== WHAT IS NEEDED ==
A verbatim restatement of the data, free of pictures, is what you should output.

:: GIVEN ENTRIES ::

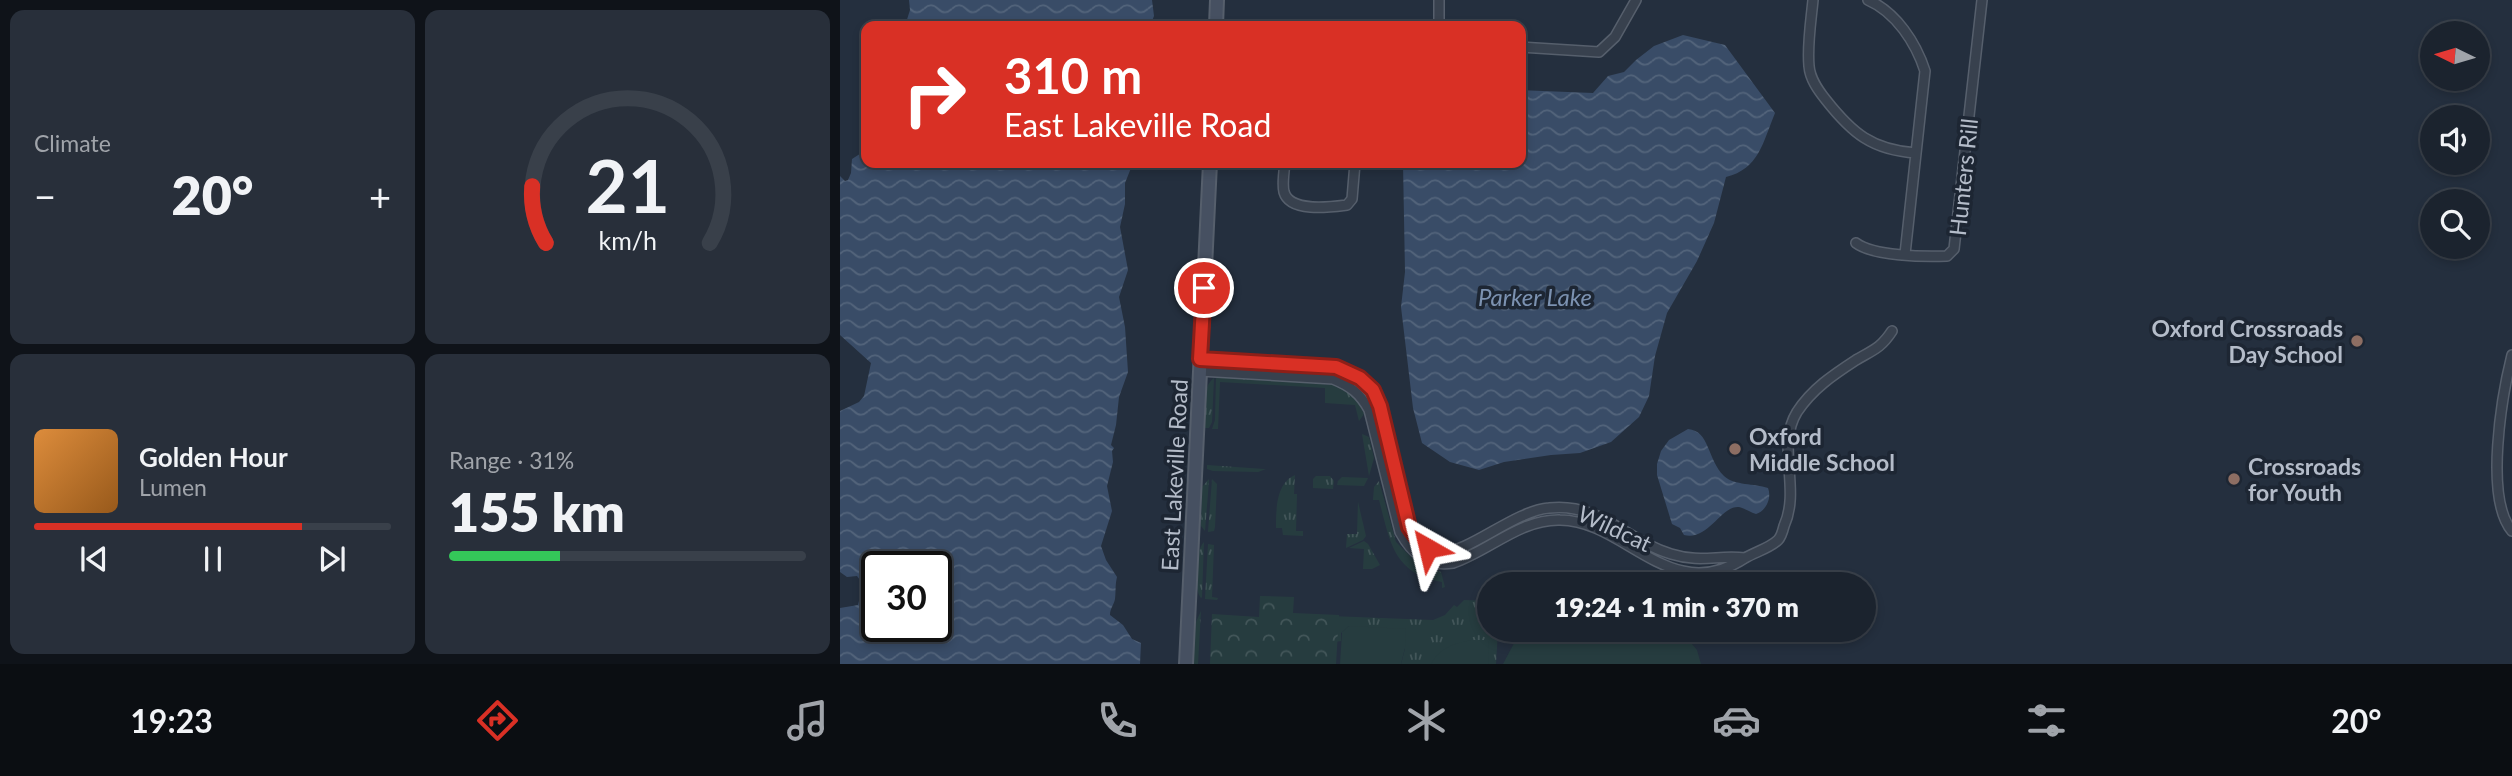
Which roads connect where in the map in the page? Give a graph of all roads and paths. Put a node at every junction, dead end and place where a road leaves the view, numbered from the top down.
1 (1217, 0) edge
2 (1439, 0) edge
3 (1636, 0) edge
4 (1813, 0) edge
5 (1868, 0) edge
6 (1982, 0) edge
7 (1884, 4) edge
8 (1216, 21) edge
9 (1439, 21) edge
10 (1526, 47) edge
11 (1916, 153) junction
12 (1210, 168) edge
13 (1285, 168) edge
14 (1355, 168) edge
15 (1856, 243) dead end
16 (1905, 254) junction
17 (1892, 331) dead end
18 (2512, 355) edge
19 (1200, 365) junction
20 (1384, 419) junction
21 (1373, 423) junction
22 (2512, 531) edge
23 (1449, 550) junction
24 (1745, 558) junction
25 (1453, 563) junction
26 (1186, 664) edge

1 - 8 main road
2 - 9 street
3 - 10 street
4 - 11 street
5 - 7 street
6 - 16 street, Hunters Rill
7 - 11 street
11 - 16 street
12 - 19 main road, East Lakeville Road
13 - 14 street
15 - 16 street, Hunters Rill
17 - 24 street, Wildcat
18 - 22 street
19 - 20 street
19 - 21 street
19 - 26 main road, East Lakeville Road
20 - 21 street
20 - 23 street
21 - 25 street
23 - 24 street, Wildcat
23 - 25 street
24 - 25 street, Wildcat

:::

== ANSWER SECTION ==
Which roads connect where in the map in the page? Give a graph of all roads and paths. Put a node at every junction, dead end and place where a road leaves the view, numbered from the top down.
1 (1217, 0) edge
2 (1439, 0) edge
3 (1636, 0) edge
4 (1813, 0) edge
5 (1868, 0) edge
6 (1982, 0) edge
7 (1884, 4) edge
8 (1216, 21) edge
9 (1439, 21) edge
10 (1526, 47) edge
11 (1916, 153) junction
12 (1210, 168) edge
13 (1285, 168) edge
14 (1355, 168) edge
15 (1856, 243) dead end
16 (1905, 254) junction
17 (1892, 331) dead end
18 (2512, 355) edge
19 (1200, 365) junction
20 (1384, 419) junction
21 (1373, 423) junction
22 (2512, 531) edge
23 (1449, 550) junction
24 (1745, 558) junction
25 (1453, 563) junction
26 (1186, 664) edge

1 - 8 main road
2 - 9 street
3 - 10 street
4 - 11 street
5 - 7 street
6 - 16 street, Hunters Rill
7 - 11 street
11 - 16 street
12 - 19 main road, East Lakeville Road
13 - 14 street
15 - 16 street, Hunters Rill
17 - 24 street, Wildcat
18 - 22 street
19 - 20 street
19 - 21 street
19 - 26 main road, East Lakeville Road
20 - 21 street
20 - 23 street
21 - 25 street
23 - 24 street, Wildcat
23 - 25 street
24 - 25 street, Wildcat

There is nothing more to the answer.